### Task description
Work out how many lines of the data contain "main" and reply with that number alone.

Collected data
*** Begin section ***
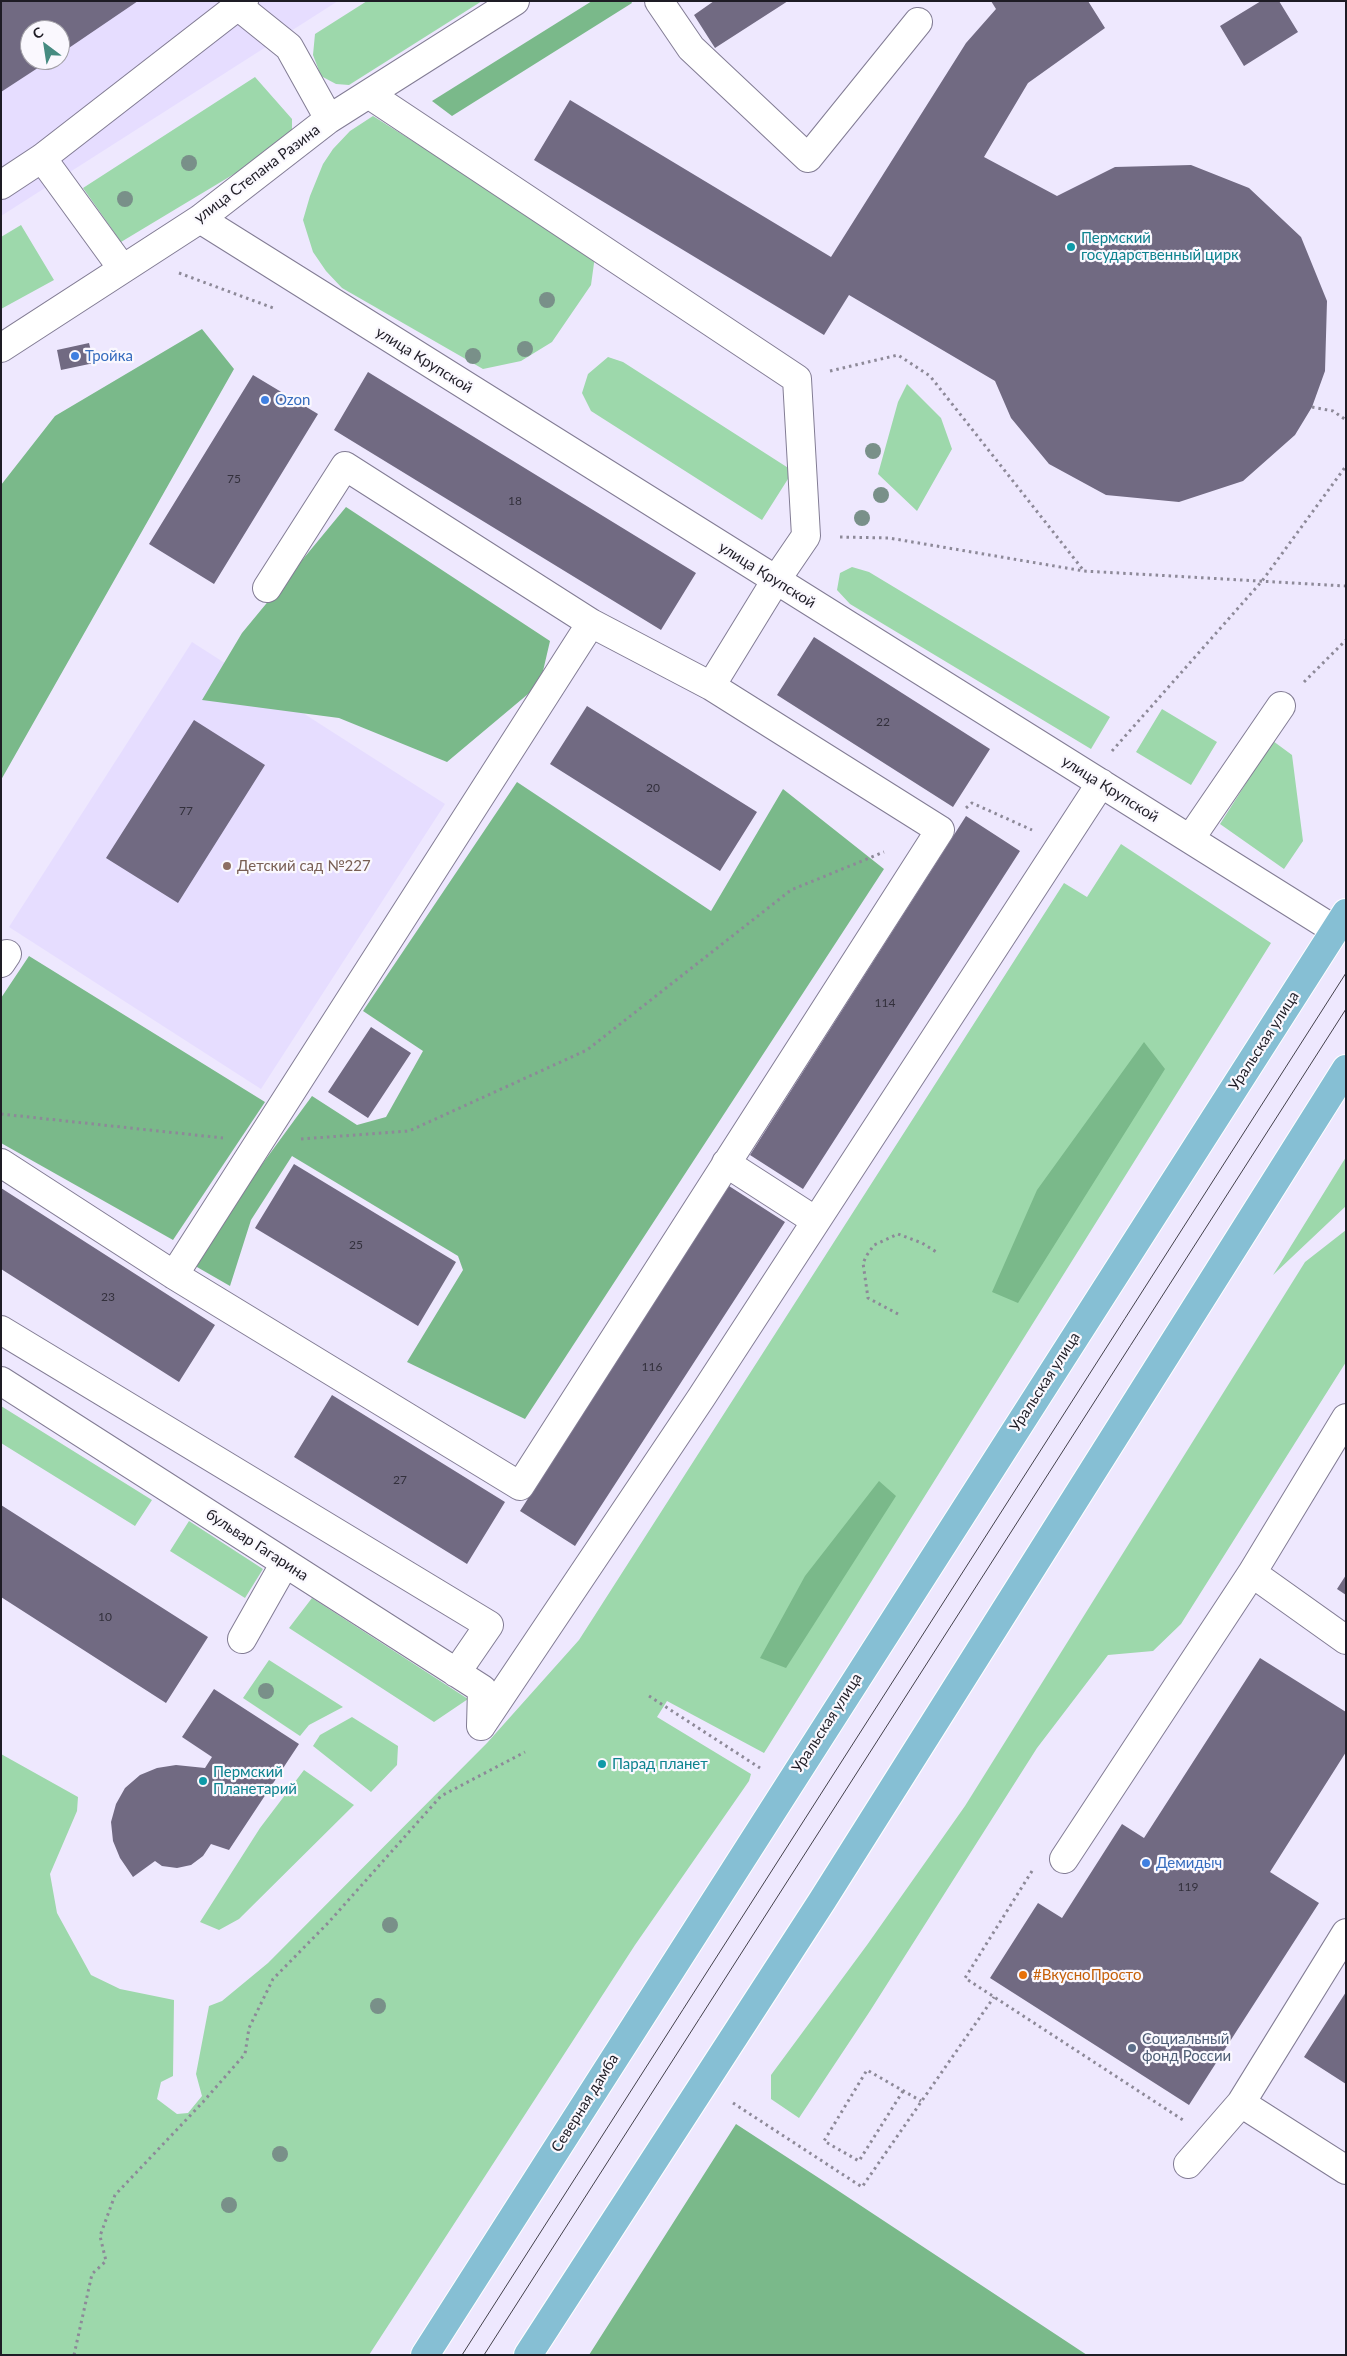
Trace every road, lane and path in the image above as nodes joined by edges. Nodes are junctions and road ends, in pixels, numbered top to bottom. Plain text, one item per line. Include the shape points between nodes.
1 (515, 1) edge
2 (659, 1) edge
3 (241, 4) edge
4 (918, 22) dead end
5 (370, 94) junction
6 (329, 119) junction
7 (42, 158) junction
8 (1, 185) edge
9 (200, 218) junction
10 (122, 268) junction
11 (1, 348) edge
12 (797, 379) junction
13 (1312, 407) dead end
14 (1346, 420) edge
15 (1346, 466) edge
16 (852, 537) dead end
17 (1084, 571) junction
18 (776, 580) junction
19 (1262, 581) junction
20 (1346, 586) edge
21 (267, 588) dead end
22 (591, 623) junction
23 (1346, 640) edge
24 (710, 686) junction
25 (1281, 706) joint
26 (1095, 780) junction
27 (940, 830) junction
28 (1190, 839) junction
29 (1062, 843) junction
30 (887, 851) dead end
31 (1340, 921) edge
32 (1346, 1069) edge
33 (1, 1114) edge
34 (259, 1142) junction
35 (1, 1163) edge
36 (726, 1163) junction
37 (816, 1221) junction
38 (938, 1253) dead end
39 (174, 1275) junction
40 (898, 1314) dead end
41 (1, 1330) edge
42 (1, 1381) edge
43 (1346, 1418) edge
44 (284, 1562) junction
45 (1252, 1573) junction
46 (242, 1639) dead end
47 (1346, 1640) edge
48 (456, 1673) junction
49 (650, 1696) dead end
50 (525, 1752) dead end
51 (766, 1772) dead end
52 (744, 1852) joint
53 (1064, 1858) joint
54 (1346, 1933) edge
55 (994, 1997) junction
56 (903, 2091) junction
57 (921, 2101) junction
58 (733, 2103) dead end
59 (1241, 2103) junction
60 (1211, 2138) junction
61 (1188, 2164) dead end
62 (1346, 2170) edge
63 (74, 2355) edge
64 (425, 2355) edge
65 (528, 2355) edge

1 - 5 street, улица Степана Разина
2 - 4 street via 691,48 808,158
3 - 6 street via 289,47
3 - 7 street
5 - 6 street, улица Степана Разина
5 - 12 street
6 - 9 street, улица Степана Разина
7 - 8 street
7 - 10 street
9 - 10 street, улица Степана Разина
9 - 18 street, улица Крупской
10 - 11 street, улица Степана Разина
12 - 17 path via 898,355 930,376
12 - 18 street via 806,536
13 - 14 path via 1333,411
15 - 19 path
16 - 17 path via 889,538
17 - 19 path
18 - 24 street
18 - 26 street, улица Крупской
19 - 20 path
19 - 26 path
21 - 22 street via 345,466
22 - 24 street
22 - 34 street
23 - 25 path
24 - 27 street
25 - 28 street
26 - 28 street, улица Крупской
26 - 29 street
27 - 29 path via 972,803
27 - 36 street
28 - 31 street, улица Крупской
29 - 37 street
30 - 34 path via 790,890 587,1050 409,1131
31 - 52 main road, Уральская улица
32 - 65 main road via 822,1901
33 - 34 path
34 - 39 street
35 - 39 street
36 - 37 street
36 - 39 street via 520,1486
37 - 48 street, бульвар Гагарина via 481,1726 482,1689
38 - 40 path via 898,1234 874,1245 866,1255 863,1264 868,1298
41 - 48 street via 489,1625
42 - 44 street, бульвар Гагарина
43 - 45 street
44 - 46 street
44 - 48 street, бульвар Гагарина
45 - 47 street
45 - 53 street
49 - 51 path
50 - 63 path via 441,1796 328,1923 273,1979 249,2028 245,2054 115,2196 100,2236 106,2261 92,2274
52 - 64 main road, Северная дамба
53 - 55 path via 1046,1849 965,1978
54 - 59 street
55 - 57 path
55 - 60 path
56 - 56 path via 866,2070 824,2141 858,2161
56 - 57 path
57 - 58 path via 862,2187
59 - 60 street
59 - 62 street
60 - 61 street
*** End section ***
### Task answer
3